- Task description -
Which lines below include "الرياح"? Copy them all.

:: Available records

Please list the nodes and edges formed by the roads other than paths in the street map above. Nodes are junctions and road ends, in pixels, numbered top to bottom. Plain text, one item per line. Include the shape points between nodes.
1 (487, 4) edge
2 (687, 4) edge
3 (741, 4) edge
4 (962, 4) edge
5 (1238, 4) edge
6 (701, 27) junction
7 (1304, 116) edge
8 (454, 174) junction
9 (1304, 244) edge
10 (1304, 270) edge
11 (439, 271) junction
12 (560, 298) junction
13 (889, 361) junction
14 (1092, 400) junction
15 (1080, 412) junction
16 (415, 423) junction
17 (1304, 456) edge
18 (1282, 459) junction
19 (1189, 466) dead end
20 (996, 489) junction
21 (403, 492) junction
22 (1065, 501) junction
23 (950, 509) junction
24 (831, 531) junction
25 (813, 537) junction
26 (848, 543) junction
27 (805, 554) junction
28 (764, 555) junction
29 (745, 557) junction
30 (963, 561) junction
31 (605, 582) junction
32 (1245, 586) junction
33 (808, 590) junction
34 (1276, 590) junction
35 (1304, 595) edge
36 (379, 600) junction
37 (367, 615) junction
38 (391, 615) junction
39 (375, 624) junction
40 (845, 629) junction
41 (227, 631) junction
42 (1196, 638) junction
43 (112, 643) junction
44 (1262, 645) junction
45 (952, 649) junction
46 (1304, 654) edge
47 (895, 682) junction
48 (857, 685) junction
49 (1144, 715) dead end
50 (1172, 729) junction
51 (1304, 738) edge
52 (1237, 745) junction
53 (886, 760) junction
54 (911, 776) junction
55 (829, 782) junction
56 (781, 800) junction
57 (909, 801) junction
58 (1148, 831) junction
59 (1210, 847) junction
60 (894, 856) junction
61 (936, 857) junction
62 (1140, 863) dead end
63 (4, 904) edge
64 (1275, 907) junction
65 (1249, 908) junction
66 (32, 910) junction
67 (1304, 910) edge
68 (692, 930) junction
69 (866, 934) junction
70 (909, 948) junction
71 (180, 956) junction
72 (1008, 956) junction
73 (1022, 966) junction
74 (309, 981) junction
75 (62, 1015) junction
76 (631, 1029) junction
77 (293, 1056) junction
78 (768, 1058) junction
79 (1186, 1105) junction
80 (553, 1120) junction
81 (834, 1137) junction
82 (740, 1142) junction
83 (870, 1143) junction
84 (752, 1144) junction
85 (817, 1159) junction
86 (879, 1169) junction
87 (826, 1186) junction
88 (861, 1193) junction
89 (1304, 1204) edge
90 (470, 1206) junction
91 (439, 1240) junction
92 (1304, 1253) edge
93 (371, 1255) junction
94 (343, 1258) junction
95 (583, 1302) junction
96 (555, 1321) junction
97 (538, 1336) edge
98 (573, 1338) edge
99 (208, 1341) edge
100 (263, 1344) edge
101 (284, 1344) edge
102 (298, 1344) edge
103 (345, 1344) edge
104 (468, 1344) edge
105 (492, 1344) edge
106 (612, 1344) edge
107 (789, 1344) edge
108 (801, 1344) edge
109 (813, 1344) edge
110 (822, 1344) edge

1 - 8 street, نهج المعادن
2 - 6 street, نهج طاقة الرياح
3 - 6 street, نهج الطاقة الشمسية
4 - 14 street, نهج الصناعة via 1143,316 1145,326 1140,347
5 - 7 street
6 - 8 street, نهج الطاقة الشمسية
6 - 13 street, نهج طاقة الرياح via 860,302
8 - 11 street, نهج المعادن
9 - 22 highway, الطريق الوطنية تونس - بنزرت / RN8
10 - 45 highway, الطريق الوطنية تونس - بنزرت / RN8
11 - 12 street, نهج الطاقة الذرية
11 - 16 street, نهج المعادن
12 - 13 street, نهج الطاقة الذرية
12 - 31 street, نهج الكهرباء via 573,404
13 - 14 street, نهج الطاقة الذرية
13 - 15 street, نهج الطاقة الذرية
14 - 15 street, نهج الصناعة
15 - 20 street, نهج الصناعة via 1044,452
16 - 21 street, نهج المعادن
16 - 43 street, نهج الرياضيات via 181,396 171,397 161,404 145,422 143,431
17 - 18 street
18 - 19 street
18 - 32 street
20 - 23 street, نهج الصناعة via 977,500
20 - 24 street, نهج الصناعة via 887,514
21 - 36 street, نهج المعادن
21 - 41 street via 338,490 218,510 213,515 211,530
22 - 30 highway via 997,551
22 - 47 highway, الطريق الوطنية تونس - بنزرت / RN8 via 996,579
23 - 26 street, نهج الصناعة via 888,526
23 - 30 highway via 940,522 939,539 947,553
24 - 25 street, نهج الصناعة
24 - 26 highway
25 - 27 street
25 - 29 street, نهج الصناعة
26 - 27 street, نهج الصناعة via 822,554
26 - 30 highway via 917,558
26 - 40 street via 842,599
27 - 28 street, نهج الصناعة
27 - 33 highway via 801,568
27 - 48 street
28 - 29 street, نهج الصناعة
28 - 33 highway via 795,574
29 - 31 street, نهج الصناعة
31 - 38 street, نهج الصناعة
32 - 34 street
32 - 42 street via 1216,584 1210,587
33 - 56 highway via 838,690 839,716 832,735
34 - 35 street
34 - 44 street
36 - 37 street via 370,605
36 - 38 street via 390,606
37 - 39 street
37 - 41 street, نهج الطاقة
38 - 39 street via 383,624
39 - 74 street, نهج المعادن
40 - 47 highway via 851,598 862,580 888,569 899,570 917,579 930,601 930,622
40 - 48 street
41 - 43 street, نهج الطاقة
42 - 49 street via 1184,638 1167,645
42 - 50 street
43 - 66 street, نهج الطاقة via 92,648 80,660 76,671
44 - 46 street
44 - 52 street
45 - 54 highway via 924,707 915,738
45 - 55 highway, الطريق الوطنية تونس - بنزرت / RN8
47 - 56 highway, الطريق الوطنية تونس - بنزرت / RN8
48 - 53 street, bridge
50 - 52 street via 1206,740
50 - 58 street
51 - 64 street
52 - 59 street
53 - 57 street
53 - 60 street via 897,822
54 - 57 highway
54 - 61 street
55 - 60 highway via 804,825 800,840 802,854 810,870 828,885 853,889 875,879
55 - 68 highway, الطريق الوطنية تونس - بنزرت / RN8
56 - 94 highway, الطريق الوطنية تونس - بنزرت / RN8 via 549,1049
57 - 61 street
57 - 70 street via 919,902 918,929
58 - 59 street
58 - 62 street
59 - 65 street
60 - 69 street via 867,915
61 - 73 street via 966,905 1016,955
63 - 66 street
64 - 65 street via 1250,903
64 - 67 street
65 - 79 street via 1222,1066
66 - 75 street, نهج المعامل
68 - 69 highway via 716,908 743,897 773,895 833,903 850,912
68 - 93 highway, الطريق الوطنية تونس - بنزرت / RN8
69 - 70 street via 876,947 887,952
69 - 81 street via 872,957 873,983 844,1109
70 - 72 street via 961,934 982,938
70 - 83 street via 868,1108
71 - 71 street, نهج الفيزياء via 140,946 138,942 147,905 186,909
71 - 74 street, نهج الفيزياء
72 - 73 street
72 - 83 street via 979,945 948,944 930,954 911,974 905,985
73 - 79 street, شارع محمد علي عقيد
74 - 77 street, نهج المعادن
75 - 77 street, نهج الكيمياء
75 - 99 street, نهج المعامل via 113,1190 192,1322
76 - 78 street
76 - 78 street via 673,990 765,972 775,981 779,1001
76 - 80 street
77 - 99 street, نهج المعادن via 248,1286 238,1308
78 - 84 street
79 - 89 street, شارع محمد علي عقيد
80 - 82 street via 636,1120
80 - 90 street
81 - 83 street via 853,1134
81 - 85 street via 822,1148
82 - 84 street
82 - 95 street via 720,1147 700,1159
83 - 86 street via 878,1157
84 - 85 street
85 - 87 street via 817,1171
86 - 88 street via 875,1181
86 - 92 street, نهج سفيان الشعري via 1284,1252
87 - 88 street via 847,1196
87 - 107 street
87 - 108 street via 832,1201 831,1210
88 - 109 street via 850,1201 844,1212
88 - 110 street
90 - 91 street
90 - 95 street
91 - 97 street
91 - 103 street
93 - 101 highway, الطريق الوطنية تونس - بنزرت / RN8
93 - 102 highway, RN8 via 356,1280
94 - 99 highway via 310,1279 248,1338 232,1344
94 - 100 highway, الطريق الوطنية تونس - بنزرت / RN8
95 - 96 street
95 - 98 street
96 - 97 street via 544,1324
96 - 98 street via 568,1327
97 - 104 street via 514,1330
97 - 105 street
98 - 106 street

::::

- Solution for this exercise -
2 - 6 street, نهج طاقة الرياح
6 - 13 street, نهج طاقة الرياح via 860,302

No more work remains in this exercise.